Databricks has unveiled KARL (Knowledge Agents via Reinforcement Learning), a new AI agent designed to overcome the limitations of traditional Retrieval-Augmented Generation (RAG) pipelines. Most enterprise RAG systems excel at one type of search, failing silently when confronted with others. A model optimized for report synthesis will struggle with precise entity retrieval, while a lookup-focused model will falter on multi-step reasoning. KARL aims to solve this by being trained to handle six distinct enterprise search behaviors simultaneously.
The Problem with Current RAG Systems
Existing RAG systems are brittle. They are typically fine-tuned for specific search tasks, leaving them vulnerable when faced with real-world complexity. An agent trained for simple question answering may collapse when tasked with reconstructing fragmented internal records or synthesizing intelligence from unstructured meeting notes. This inflexibility forces teams to build separate pipelines for each use case, creating maintenance overhead and siloed knowledge access.
How KARL Works: Multi-Task Reinforcement Learning
Databricks trained KARL using a novel reinforcement learning (RL) algorithm, achieving performance comparable to Claude Opus 4.6 at a 33% lower cost per query and 47% lower latency. Crucially, the model was trained entirely on synthetic data generated by itself, eliminating the need for expensive human labeling. This was possible because of OAPL, an Optimal Advantage-based Policy Optimization with Lagged Inference policy, which Databricks co-developed with researchers from Cornell and Harvard.
The key innovation of OAPL is its stability in distributed training environments. Unlike traditional LLM RL approaches, it handles policy lags effectively, allowing for sample-efficient training and reducing GPU costs. This makes the model viable for realistic enterprise deployment.
Six Enterprise Search Behaviors Handled by KARL
To evaluate KARL, Databricks created KARLBench, a benchmark assessing performance across six critical enterprise search behaviors:
- Constraint-driven entity search: Retrieving specific entities under strict conditions.
- Cross-document report synthesis: Combining information from multiple sources into a coherent report.
- Long-document traversal with tabular reasoning: Extracting insights from large documents with numerical data.
- Exhaustive entity retrieval: Identifying all relevant entities within a given dataset.
- Procedural reasoning over technical documentation: Following step-by-step instructions from complex manuals.
- Fact aggregation over internal company notes: Combining fragmented data to answer complex questions.
KARL demonstrated strong generalization, performing well on tasks it was never explicitly trained on, unlike standard RAG systems.
The Compression Layer: Context Management
A major challenge in enterprise search is managing the context window of Large Language Models (LLMs). Traditional RAG systems either rely on massive vector databases or force LLMs to process too much information at once.
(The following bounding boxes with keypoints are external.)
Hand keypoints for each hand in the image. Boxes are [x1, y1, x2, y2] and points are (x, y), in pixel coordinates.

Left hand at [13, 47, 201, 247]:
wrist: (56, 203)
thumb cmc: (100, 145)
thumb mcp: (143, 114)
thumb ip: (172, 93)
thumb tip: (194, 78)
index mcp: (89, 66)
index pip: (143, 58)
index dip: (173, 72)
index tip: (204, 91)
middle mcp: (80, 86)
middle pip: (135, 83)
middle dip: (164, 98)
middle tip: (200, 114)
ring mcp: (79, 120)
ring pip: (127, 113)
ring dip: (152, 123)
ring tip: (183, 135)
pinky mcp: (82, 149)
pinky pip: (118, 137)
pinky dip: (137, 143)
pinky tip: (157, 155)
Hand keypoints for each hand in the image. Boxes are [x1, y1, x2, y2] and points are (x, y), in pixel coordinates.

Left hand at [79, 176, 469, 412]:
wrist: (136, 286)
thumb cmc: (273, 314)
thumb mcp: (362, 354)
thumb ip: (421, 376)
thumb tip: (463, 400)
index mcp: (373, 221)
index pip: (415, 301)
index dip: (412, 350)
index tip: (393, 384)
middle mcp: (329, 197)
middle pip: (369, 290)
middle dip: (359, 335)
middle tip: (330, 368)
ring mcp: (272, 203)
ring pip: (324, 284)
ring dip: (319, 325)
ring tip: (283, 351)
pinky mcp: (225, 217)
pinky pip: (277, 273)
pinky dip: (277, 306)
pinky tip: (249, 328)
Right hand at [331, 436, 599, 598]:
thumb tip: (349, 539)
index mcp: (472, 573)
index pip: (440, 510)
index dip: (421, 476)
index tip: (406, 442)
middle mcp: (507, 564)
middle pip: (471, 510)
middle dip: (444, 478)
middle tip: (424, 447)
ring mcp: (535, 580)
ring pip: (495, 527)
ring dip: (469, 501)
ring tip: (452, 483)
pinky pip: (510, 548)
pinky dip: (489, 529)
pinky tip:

KARL addresses this by learning to compress its own context end-to-end through RL. When context exceeds the LLM’s limits, the agent compresses it, retaining accuracy while staying within boundaries. Without this compression, the model’s performance drops significantly.
Limitations and Future Roadmap
KARL struggles with queries with inherent ambiguity, where multiple valid answers exist. The model sometimes gives up on complex queries early, which Databricks argues is often the correct behavior for cost efficiency. Currently, KARL only supports vector search; integration with SQL databases, file systems, and Python-based calculations is planned for future development.
Implications for Enterprise Data Teams
KARL highlights three crucial considerations for teams building their retrieval infrastructure:
- Pipeline architecture matters: Narrowly optimized RAG pipelines will fail on diverse query types.
- Reinforcement learning is key: Distillation from expert models cannot match the generalization capabilities of RL-trained agents.
- Efficiency is more than cost: Purpose-built search agents complete tasks faster, reduce wasted queries, and compress context effectively.
Building a model that knows how to search is more valuable than simply routing everything through general-purpose APIs.